**Saved entries**
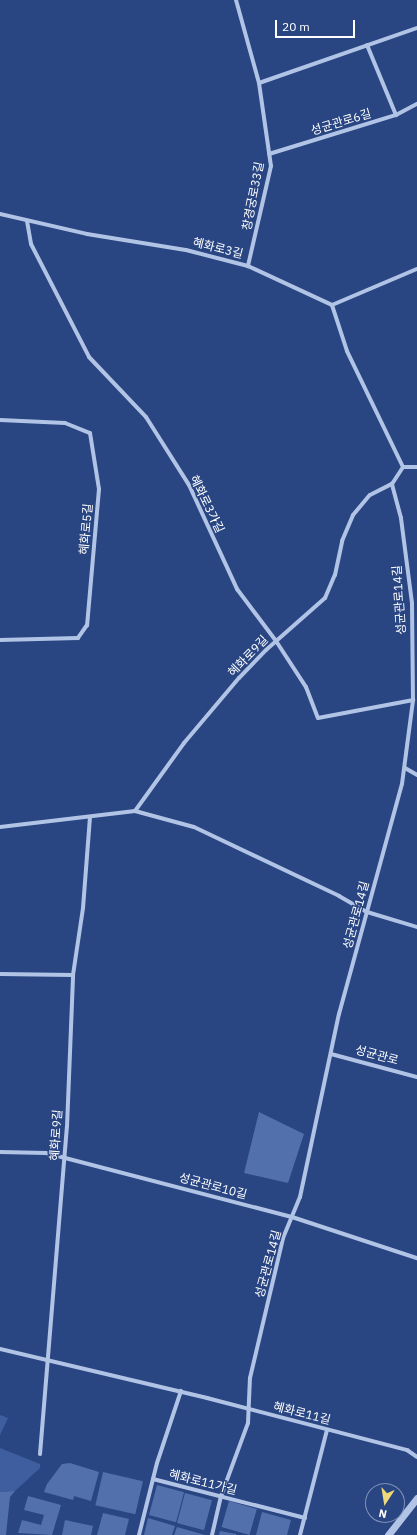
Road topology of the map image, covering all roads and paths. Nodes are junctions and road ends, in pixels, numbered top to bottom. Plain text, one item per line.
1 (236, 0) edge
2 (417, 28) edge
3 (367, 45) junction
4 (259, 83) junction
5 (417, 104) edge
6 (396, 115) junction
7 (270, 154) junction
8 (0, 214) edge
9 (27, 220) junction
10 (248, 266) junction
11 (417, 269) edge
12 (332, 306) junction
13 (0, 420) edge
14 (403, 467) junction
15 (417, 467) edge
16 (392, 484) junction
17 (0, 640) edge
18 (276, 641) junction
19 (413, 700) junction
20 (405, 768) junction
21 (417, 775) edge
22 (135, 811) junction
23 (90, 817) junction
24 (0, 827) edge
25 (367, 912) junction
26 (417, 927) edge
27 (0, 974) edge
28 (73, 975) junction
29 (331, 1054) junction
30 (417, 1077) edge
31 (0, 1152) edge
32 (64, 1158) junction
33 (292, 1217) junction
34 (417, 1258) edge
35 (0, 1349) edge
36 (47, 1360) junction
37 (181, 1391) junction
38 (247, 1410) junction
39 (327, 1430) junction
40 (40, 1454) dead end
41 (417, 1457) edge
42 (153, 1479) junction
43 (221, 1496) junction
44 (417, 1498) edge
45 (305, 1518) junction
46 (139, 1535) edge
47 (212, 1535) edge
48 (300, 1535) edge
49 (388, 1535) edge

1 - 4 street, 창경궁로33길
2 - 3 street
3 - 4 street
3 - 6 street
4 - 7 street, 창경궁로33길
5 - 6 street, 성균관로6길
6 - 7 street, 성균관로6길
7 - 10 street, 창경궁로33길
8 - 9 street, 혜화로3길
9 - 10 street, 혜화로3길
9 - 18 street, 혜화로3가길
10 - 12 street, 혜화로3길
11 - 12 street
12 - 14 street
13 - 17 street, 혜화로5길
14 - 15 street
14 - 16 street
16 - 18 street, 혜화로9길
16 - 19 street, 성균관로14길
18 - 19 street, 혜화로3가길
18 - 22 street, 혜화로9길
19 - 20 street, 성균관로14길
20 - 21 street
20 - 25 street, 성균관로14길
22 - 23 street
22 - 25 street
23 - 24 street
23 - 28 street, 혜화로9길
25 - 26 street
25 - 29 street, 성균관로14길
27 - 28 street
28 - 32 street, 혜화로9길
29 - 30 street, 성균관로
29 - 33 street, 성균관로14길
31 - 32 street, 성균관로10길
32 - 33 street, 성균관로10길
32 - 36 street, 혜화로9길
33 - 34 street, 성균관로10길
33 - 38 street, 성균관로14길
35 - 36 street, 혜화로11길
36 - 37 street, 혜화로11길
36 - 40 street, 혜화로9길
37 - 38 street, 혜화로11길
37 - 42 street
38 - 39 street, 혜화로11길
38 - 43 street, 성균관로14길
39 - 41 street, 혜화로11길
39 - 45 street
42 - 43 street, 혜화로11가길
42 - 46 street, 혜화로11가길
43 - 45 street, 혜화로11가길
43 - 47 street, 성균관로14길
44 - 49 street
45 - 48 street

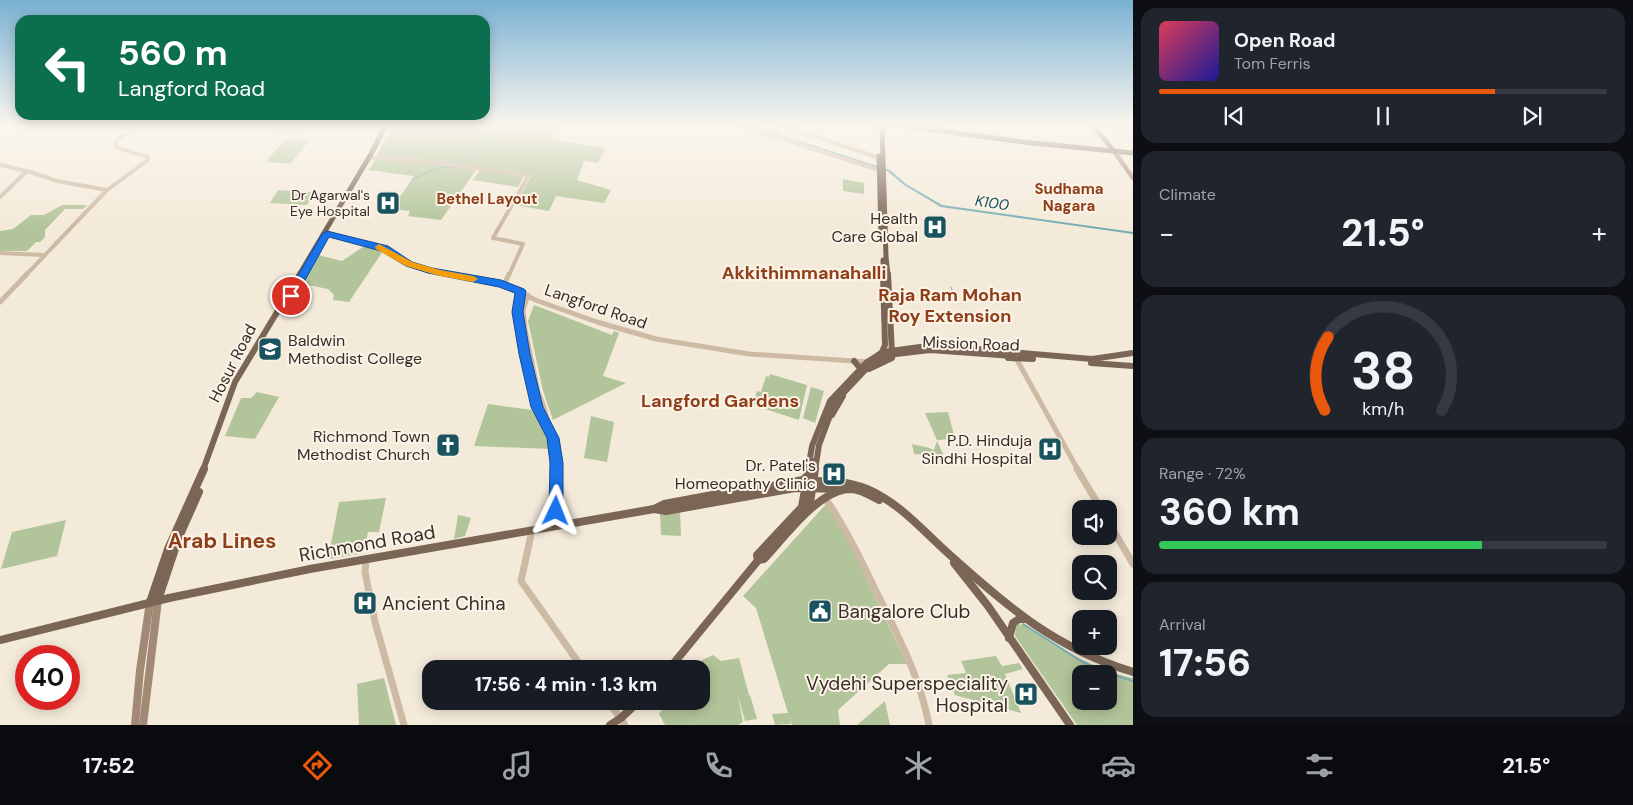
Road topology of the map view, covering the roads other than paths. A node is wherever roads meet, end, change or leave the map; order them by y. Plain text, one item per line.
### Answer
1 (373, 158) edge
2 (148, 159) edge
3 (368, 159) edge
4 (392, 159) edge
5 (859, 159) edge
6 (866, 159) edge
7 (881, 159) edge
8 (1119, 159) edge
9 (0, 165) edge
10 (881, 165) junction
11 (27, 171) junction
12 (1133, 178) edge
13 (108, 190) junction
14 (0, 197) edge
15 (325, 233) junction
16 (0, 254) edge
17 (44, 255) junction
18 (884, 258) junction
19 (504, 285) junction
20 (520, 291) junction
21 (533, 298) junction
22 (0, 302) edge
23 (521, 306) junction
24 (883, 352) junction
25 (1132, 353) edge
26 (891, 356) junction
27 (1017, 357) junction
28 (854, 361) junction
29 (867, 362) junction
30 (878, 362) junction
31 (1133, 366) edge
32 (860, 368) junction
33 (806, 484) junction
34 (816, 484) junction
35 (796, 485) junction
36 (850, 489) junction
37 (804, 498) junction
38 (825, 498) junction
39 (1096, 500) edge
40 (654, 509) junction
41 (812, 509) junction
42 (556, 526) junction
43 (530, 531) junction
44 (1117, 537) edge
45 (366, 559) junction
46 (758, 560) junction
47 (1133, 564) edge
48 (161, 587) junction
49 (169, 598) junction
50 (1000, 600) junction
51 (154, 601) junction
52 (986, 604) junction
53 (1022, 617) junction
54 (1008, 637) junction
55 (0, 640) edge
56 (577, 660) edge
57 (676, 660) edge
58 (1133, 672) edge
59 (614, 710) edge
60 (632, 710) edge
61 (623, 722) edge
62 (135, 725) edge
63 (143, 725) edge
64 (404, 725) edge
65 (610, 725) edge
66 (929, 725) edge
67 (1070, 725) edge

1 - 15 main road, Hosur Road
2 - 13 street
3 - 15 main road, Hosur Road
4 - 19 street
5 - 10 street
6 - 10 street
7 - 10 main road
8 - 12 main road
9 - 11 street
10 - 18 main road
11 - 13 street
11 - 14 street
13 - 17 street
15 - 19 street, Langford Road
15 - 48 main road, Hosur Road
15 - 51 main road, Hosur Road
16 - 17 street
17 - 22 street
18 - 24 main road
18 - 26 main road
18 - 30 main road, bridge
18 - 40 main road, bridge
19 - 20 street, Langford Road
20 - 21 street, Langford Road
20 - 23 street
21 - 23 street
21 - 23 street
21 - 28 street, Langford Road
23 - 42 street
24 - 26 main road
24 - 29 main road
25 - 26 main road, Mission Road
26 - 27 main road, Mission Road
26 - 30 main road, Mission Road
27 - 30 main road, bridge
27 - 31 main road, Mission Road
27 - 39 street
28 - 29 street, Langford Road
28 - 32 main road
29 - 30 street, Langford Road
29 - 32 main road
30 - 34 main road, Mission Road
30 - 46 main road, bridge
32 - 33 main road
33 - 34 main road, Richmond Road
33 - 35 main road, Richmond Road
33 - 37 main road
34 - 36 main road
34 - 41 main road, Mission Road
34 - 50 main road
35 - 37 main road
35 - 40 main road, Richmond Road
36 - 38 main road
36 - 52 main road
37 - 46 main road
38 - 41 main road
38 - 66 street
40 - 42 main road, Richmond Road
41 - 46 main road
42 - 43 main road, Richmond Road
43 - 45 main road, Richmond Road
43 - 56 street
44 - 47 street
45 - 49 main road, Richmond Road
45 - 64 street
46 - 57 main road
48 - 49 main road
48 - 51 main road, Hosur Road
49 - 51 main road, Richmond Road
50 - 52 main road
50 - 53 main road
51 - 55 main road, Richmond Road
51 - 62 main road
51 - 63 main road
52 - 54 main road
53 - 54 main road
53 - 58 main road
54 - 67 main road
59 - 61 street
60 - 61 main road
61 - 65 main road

**EXERCISE DESCRIPTION**
Would you report every line of the entries above containing the word "Plain"?

**EXERCISE SOLUTION**
Road topology of the map image, covering all roads and paths. Nodes are junctions and road ends, in pixels, numbered top to bottom. Plain text, one item per line.
Road topology of the map view, covering the roads other than paths. A node is wherever roads meet, end, change or leave the map; order them by y. Plain text, one item per line.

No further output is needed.